Growing up, my mom never made lotus root for us at home. If she did, I don’t remember. It’s not really her fault. I think it’s because the convenience of cooking other vegetables was more appealing to her. We ate a lot of greens, sprouts, soups, and stews, and the requisite kimchi. We felt like we weren’t missing out at all. As a little kid, I didn’t know what a lotus root looked like, so I never searched for it on our grocery trips. In fact, I hadn’t seen what one looked like until I was in middle school, looking through a book of botanical illustrations. They looked strange to me, all bulbous and holey. How can something like this be edible?
Once I knew what the root looked like, I saw it everywhere! They were in small containers as ready-to-eat banchan (반찬 – side dishes), pouches sitting in vinegar solution, and stacks of them in the produce section. For years, I continued to wonder what was so great about them.
It was around high school when I was eating Korean food at a restaurant, and out came some sliced lotus root on a little plate. By then, my fear of these muddy rhizomes turned into curiosity. After eating a slice, I loved the sweetness and crunch that I couldn’t pretend to hate it any longer!
This dish is simple to make, and retains its characteristic crunchy texture that make it a delight to eat!
Recipe for Yeongeun Jorim (연근조림) - Braised Lotus Root
- 1 Sliced and Braised Lotus Root
- 1 lotus root, about 6 inches long
- 480ml (2 cups) Water
- 1 4-inch square of Dashima
- 70g (¼-cup) Soy Sauce
- 16g (1T) Sake
- 8g (½T) Rice Vinegar
- 80g (¼-cup) Maltose
- 25g (2T) Granulated Sugar
- 3g (1t) Garlic, minced
- 25g (2T) Sesame Oil
- Sesame seeds, to finish
- Wash and peel the lotus root.

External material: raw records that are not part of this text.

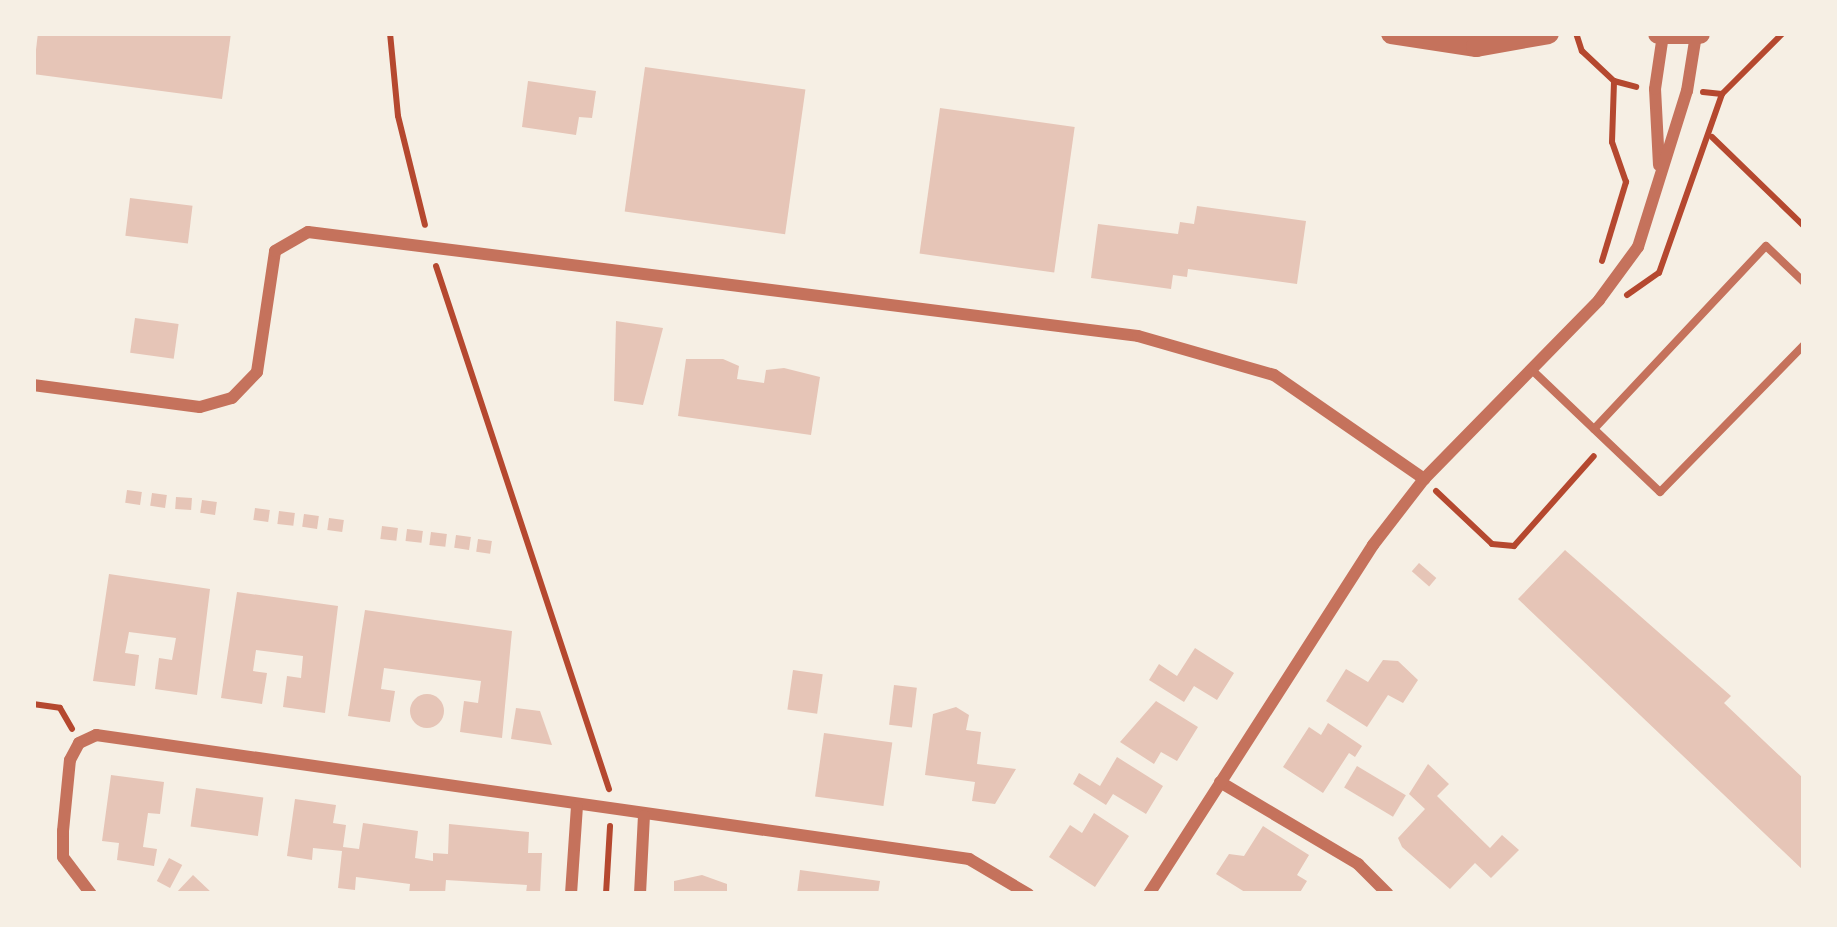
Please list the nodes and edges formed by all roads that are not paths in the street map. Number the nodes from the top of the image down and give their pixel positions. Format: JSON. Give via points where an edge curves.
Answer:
{"nodes":[{"id":1,"x":1391,"y":33,"type":"edge"},
{"id":2,"x":1548,"y":33,"type":"edge"},
{"id":3,"x":1435,"y":34,"type":"edge"},
{"id":4,"x":1660,"y":34,"type":"edge"},
{"id":5,"x":1698,"y":34,"type":"edge"},
{"id":6,"x":1660,"y":178,"type":"junction"},
{"id":7,"x":1804,"y":282,"type":"edge"},
{"id":8,"x":1804,"y":345,"type":"edge"},
{"id":9,"x":1531,"y":369,"type":"junction"},
{"id":10,"x":33,"y":385,"type":"edge"},
{"id":11,"x":1594,"y":429,"type":"junction"},
{"id":12,"x":1424,"y":479,"type":"junction"},
{"id":13,"x":1220,"y":782,"type":"junction"},
{"id":14,"x":577,"y":807,"type":"junction"},
{"id":15,"x":644,"y":816,"type":"junction"},
{"id":16,"x":91,"y":894,"type":"edge"},
{"id":17,"x":572,"y":894,"type":"edge"},
{"id":18,"x":640,"y":894,"type":"edge"},
{"id":19,"x":1028,"y":894,"type":"edge"},
{"id":20,"x":1149,"y":894,"type":"edge"},
{"id":21,"x":1388,"y":894,"type":"edge"}],
"edges":[{"from":1,"to":3,"type":"street"},
{"from":2,"to":3,"type":"street","via":[[1490,46]]},
{"from":4,"to":5,"type":"street"},
{"from":4,"to":6,"type":"street"},
{"from":5,"to":6,"type":"street"},
{"from":6,"to":9,"type":"street","via":[[1638,248]]},
{"from":7,"to":11,"type":"lane","via":[[1766,246]]},
{"from":8,"to":11,"type":"lane","via":[[1660,492]]},
{"from":9,"to":11,"type":"lane"},
{"from":9,"to":12,"type":"street"},
{"from":10,"to":12,"type":"street","via":[[200,407],[232,398],[257,372],[275,251],[308,232],[1138,336],[1274,375]]},
{"from":12,"to":13,"type":"street"},
{"from":13,"to":20,"type":"street"},
{"from":13,"to":21,"type":"street","via":[[1358,864]]},
{"from":14,"to":15,"type":"street"},
{"from":14,"to":16,"type":"street","via":[[96,735],[79,742],[70,760],[63,857]]},
{"from":14,"to":17,"type":"street"},
{"from":15,"to":18,"type":"street"},
{"from":15,"to":19,"type":"street","via":[[969,859]]}]}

Slice to ¼-inch thickness, place into a pot, and fill with water just until covered. Add a tablespoon of vinegar and bring the pot to a boil. Continue boiling for 2-3 minutes.

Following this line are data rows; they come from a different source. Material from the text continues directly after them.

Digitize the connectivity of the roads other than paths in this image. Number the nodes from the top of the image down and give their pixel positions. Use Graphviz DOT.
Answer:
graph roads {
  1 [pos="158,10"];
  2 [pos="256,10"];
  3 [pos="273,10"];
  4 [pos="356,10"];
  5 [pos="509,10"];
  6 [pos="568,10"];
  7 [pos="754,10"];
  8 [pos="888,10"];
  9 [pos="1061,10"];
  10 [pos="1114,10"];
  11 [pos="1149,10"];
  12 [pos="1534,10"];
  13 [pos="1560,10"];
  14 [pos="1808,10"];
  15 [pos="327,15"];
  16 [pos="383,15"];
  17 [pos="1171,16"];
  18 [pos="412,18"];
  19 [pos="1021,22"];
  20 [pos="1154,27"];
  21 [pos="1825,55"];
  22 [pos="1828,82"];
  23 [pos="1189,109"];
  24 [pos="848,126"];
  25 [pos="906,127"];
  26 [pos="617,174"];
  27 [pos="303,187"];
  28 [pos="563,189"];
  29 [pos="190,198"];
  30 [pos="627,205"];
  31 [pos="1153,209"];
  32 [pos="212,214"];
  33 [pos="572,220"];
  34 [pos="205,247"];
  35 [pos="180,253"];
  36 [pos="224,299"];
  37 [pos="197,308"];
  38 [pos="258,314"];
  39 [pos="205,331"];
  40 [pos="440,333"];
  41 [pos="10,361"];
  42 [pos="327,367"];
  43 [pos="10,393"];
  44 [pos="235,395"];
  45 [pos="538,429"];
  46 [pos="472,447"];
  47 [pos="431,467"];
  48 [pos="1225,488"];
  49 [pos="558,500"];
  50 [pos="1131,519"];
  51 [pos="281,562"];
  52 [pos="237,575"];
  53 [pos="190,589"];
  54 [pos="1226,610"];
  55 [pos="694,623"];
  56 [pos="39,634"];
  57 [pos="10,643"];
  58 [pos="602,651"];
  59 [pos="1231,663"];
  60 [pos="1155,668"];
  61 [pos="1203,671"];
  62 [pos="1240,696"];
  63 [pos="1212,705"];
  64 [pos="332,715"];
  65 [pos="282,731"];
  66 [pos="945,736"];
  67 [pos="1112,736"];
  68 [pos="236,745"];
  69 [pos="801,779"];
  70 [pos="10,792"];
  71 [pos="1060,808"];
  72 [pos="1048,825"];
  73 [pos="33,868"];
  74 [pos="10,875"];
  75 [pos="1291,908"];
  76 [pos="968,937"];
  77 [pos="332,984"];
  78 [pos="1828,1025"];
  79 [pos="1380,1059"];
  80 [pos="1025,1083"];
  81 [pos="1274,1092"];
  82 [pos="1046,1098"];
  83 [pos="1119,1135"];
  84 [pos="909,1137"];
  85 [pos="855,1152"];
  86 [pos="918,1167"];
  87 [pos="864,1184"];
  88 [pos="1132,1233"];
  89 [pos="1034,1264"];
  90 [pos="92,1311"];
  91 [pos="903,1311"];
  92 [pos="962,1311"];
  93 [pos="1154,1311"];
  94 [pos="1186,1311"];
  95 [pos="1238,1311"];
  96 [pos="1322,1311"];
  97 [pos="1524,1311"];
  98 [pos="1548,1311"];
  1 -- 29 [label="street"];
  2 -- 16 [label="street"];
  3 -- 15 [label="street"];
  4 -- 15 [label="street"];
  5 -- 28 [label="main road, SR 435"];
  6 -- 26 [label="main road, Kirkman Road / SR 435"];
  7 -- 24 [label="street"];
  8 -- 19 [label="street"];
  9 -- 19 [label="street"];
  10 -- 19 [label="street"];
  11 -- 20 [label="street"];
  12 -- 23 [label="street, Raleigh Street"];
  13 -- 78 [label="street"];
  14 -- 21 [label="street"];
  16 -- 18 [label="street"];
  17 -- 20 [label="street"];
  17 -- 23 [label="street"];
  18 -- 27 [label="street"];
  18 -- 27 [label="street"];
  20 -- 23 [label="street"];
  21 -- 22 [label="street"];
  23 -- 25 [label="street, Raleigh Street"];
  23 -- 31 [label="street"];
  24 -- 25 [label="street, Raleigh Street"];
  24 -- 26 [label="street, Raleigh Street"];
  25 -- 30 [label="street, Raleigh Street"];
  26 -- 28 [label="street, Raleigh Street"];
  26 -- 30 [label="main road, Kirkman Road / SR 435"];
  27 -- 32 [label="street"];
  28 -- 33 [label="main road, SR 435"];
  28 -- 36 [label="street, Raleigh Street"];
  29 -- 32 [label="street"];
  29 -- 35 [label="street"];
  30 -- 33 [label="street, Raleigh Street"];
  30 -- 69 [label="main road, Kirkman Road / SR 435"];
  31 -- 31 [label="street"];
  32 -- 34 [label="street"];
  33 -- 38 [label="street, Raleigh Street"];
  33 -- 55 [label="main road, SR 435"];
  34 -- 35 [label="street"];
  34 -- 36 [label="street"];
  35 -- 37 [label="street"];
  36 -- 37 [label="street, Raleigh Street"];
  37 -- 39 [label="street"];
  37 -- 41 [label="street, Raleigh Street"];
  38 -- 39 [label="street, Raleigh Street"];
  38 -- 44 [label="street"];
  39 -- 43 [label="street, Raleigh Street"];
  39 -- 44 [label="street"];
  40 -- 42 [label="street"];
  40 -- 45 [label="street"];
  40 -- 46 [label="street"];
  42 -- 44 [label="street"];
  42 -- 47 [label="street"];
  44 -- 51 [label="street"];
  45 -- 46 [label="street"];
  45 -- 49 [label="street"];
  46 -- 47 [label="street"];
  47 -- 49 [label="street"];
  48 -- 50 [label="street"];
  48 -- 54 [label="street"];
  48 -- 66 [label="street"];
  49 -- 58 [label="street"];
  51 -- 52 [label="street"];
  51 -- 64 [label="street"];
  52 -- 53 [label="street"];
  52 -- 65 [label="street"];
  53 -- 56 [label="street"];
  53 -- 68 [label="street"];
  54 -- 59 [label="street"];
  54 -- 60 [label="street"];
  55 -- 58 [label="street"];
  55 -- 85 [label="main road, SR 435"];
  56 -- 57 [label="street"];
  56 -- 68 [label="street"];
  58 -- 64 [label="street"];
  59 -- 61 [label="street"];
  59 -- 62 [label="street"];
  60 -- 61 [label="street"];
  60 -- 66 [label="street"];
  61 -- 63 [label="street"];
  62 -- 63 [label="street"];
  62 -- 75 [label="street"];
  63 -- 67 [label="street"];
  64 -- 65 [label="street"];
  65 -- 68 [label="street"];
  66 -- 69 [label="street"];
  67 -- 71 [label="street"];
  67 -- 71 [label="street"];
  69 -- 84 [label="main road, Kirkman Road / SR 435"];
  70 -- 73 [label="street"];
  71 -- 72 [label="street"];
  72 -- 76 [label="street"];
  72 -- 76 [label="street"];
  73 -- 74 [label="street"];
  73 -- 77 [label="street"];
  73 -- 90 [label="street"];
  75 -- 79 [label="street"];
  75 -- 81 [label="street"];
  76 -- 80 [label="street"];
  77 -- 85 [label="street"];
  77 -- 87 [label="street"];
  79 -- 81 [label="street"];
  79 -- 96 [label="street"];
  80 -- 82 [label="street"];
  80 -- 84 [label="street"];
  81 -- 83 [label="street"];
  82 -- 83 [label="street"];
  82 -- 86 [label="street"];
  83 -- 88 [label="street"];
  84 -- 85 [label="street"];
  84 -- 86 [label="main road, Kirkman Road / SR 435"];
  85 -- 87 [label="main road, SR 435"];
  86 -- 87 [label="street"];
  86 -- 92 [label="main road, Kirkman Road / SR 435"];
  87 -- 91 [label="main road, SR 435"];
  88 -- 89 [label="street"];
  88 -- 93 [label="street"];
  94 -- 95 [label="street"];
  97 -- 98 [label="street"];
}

- Turn off the flame, drain, and rinse the lotus root slices. Set aside. Rinse the pot.
- Bring together the water, dashima, soy sauce, sake, rice vinegar, maltose, sugar, and minced garlic to the pot. Turn on the flame to high, and once the mixture begins to simmer, remove the dashima and add the sliced root. Lower the flame to medium.
- Braise the lotus root for 30-40 minutes, stirring occasionally to prevent burning.
- Fish out the lotus root, and reduce the liquid until it becomes syrupy. Turn off the flame, add the sesame oil and root, and coat all sides.
- Sprinkle some sesame seeds and serve with other banchan and rice!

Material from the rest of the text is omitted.